Quando la conversazione finì, ero euforico. Ero convinto di aver trovato un amico e imparato alcune cose che mi avrebbero aiutato a mantenere la motivazione. La voce critica costante nella mia testa rimase in silenzio mentre tornavo a casa, tanto che mi chiesi se avessi davvero trascorso la serata da sobrio. Quella sera l'ansia era sparita e dormii meglio di quanto mi fosse successo da anni. Non fu l'ultima volta che provai ansia, né l'ultima volta che bevvi, ma mi aprì gli occhi. Una sera provai a bere una birra e a dedicare a qualcuno tutta la mia attenzione, ma non ci riuscii. Ero troppo preso dai pensieri sul fatto che stessi bevendo e non riuscivo a dare a nessuno il rispetto che meritava, perché ero troppo impegnato a rimproverarmi.

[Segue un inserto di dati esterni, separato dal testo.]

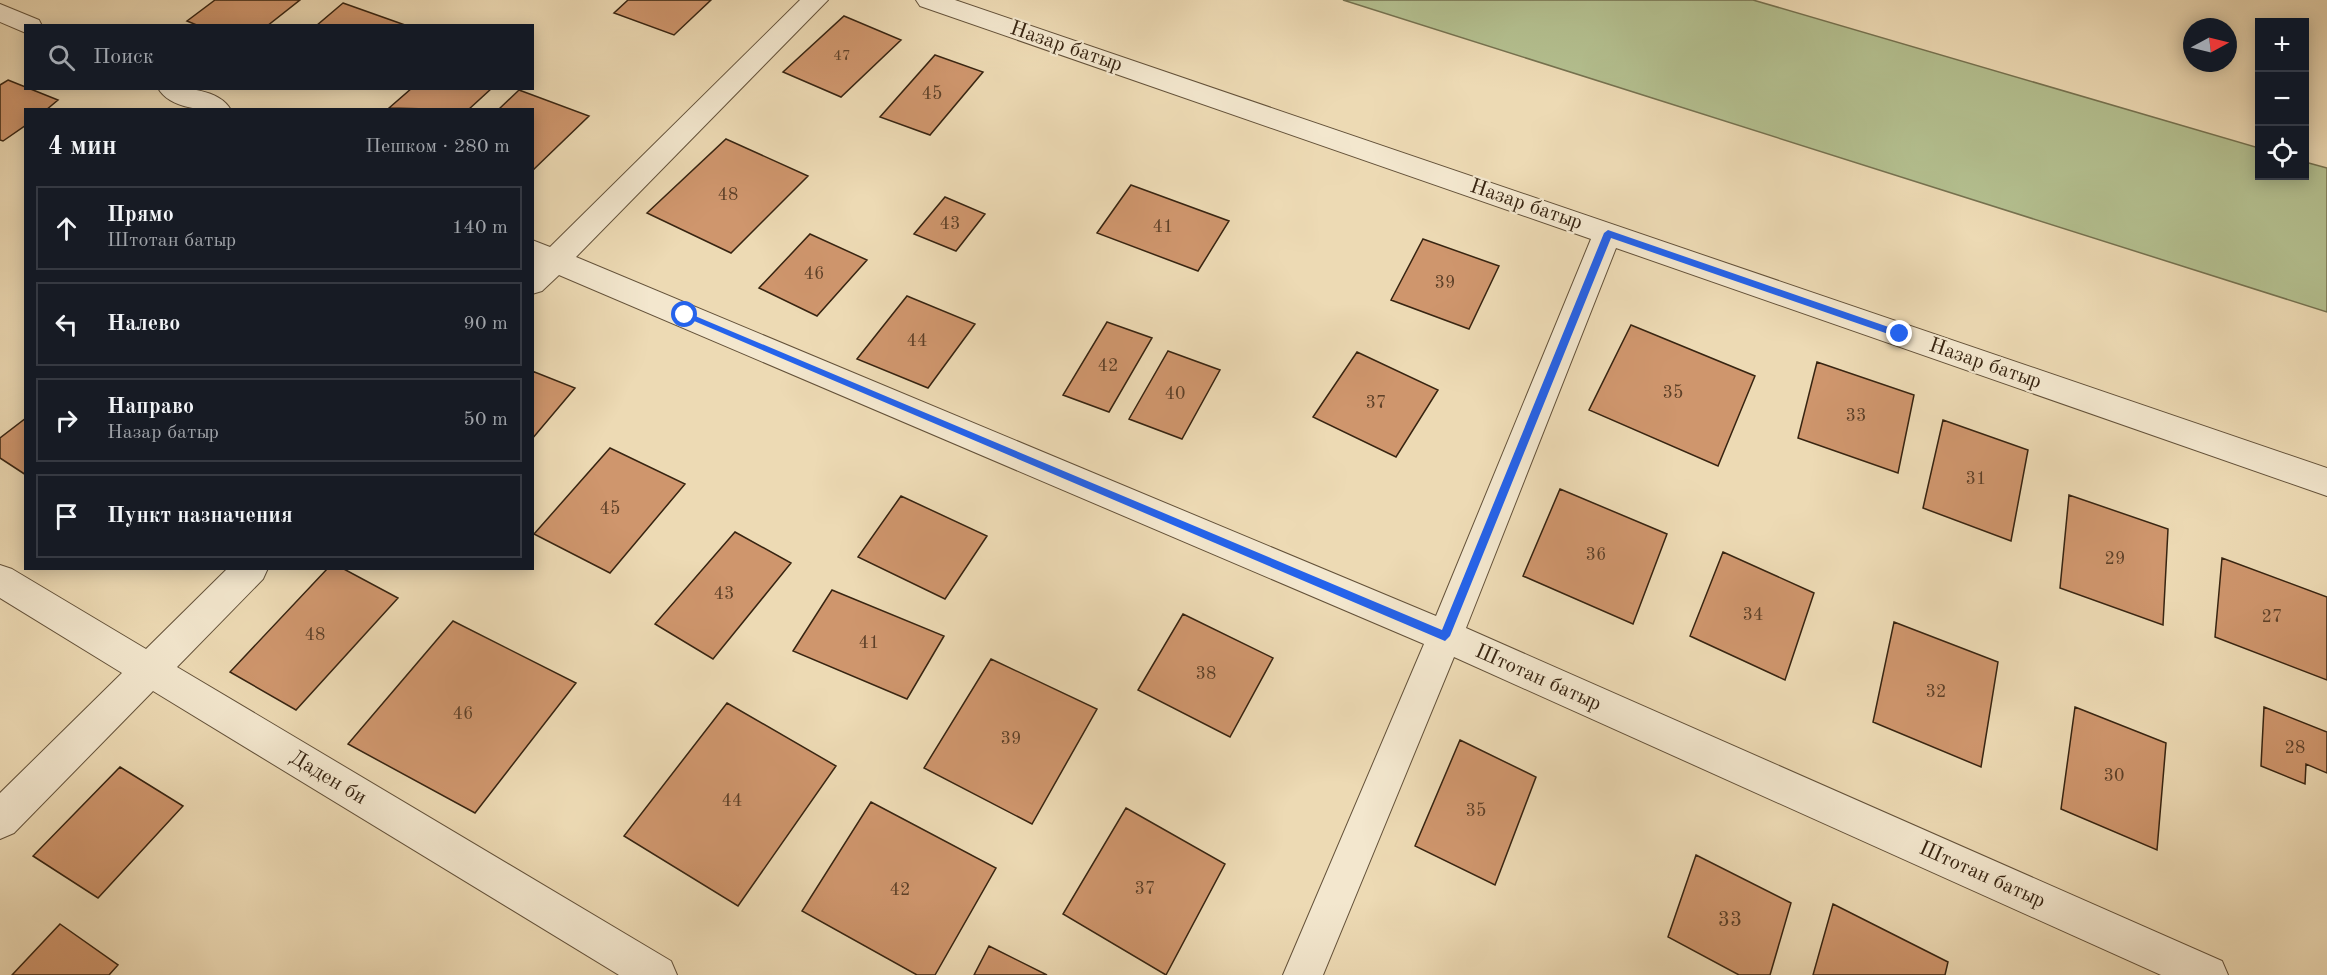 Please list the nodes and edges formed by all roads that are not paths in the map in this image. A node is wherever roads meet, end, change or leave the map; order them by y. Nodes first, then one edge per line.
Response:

Sotto molti aspetti, bere era il mio modo di rimandare il momento di elaborare i sentimenti. Era come rimandare una commissione facendo qualcosa di divertente, mentre il pensiero di avere ancora «una cosa da fare» rimane sempre presente. Bere non faceva mai scomparire l'ansia: mi distraeva soltanto. Quando diventai sobrio (definitivamente), esplorai i miei sentimenti e la mia ansia diminuì, lentamente ma con costanza. Ricevetti un po' di aiuto, tra riunioni e terapia, ma il percorso per superare l'ansia fu personale: lo feci io, non qualcun altro o qualcos'altro. A chi beve per allontanare l'ansia dico di prestare attenzione a come si sente, perché dubito che l'alcol stia aiutando.
Smettere con l'alcol mi cambiò la vita. Mi permise di concentrarmi su ciò che non funzionava e affrontarlo direttamente, e mi rese capace di esprimere le emozioni. Ora, quando chiedo ad altre persone con una dipendenza dall'alcol: «Perché bevi?», finisco per sentire le stesse giustificazioni improvvisate che davo io: «Alle feste mi viene l'ansia» oppure «Ho paura di non essere interessante». Ma gran parte di tutto questo deriva dalla scarsa autostima e dalle insicurezze. Quando smetti di bere e inizi a prenderti un po' cura di te, finisci per riconoscere il tuo valore. Invece di rafforzare il ciclo del bere, puoi essere orgoglioso del fatto di essere sobrio, e quell' orgoglio accresce il senso di realizzazione e il valore che attribuisci a te stesso.
Ora l'ansia non mi trattiene più e sto costruendo relazioni autentiche e significative con le persone che incontro alle feste e negli incontri sociali.